Page 32 of How to Deal

She picks it up and answers, Tathan’s eyes shift to mine so I look over at Oliver and pet his ears. Immediately he’s trying to drink my wine. Damn dog is an alcoholic already.

“Buddy, no.” I tap his nose to keep him from drinking the spilled wine.

“It’s Bryan.” Casey grabs his leash and holds the phone away from her ear for a second. “I’ll take him up with me.”

“I’ll come with you.” I go to get out, but she waves me off and gives me that look like don’t be rude.

“You stay.”

I do, but I don’t like it.

Well, I don’twantto like it.

Truth is, I want to be around Tathan, I just don’t want to admit it to myself.

“Tell me the truth.” He looks at me once Casey’s gone. “Did Casey tag me down here and that’s why you came down?”

“I wouldn’t know.” His tone seems off when he replies, but I can tell he’s not lying.

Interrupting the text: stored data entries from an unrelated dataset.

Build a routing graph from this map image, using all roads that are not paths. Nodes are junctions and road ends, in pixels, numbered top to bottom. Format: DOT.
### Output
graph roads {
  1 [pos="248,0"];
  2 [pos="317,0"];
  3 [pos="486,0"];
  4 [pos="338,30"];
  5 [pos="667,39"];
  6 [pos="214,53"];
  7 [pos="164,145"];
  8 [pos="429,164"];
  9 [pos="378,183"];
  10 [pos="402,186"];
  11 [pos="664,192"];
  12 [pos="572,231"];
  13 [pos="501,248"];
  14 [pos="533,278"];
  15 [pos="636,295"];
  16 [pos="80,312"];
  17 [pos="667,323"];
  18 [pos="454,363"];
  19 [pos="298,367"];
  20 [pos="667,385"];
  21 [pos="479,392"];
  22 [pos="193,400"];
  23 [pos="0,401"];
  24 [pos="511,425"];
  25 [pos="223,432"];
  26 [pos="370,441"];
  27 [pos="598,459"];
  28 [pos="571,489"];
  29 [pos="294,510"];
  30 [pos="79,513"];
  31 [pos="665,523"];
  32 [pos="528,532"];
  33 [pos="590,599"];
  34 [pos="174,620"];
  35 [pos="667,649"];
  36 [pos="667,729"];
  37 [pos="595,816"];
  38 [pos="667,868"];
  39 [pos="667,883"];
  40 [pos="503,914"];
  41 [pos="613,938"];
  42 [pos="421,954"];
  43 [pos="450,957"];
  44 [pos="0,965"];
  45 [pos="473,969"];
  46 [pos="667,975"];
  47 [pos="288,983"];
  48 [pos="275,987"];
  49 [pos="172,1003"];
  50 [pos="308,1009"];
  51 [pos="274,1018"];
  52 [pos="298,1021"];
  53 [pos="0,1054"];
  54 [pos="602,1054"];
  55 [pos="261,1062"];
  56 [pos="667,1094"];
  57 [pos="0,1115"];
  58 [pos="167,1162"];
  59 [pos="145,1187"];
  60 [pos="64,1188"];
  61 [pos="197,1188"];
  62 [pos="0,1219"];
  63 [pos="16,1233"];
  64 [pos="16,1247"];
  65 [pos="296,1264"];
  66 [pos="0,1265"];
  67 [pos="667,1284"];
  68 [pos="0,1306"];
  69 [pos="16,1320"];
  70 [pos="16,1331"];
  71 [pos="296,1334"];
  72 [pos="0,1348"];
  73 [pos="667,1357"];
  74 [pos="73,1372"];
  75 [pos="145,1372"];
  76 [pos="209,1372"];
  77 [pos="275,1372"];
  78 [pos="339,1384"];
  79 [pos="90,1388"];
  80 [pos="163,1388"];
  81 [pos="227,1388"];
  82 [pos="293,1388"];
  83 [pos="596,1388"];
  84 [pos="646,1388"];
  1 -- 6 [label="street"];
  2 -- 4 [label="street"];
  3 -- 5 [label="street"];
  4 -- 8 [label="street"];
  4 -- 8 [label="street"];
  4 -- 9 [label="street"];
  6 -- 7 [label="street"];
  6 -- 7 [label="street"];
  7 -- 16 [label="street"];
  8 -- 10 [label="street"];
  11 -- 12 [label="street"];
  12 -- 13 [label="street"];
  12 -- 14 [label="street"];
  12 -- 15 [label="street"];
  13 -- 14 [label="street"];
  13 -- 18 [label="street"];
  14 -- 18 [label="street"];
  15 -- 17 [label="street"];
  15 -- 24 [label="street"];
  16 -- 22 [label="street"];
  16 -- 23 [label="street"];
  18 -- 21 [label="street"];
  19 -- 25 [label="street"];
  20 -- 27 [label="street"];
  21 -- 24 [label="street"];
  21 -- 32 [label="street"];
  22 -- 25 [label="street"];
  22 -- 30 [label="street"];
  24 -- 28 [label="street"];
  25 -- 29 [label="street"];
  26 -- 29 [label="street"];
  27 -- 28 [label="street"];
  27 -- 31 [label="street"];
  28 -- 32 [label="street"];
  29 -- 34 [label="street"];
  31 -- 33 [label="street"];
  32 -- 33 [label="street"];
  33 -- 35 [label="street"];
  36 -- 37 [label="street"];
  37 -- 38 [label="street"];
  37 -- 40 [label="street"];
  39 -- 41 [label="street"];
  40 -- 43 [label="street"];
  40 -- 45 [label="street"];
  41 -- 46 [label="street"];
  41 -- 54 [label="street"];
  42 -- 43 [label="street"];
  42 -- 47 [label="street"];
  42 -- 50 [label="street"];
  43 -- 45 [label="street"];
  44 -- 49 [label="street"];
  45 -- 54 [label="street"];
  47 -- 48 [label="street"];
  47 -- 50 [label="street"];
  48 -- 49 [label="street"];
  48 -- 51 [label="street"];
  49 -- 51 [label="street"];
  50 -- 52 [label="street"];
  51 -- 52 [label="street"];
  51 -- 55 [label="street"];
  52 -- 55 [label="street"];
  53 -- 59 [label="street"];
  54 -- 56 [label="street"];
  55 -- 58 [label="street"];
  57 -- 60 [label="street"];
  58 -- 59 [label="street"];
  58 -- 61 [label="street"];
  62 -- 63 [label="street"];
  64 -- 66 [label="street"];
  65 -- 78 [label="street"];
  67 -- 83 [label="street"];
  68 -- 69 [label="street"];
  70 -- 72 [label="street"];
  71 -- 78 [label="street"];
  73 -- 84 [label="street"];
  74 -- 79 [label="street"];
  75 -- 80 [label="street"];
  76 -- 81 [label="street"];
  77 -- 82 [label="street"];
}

Honest eyes never lie. “Didn’t look.”

“Why did you come down here then?”

He shrugs. “Long day.”

“I bet.”

He seems hesitant to look at me, his eyes on the palm trees swaying in the gentle breeze. “I never meant for that to be a lie. Just didn’t think it mattered.”

“I guess it didn’t,” I say, knowing it doesn’t. If he wants to go by a different name for the sake of maintaining privacy, that’s up to him.

The only reason I was mad was because I was caught off guard by it. At least I’m telling myself that tonight. It’s also the wine in my hand telling me that.

For now, I’m going to try not to stare at him, let the warmth of the hot tub calm my Tathan/Elliott frazzled nerves, and do my best to not dream about hot tub sex with him sitting this close.

He moves closer to me to the point where I can feel his breath on my shoulder.

Leaning in, he whispers in my ear. “Don’t be mad, please.”

I turn my head, ready to say something, but he’s so close that I could kiss him. I want to. He’s beautiful and tempting and it’d be so easy.

Just lean in.

I’m about to when I finally gather my senses. “I gotta go.”

I jump up out of the water, reaching for my towel and run away for the second time today.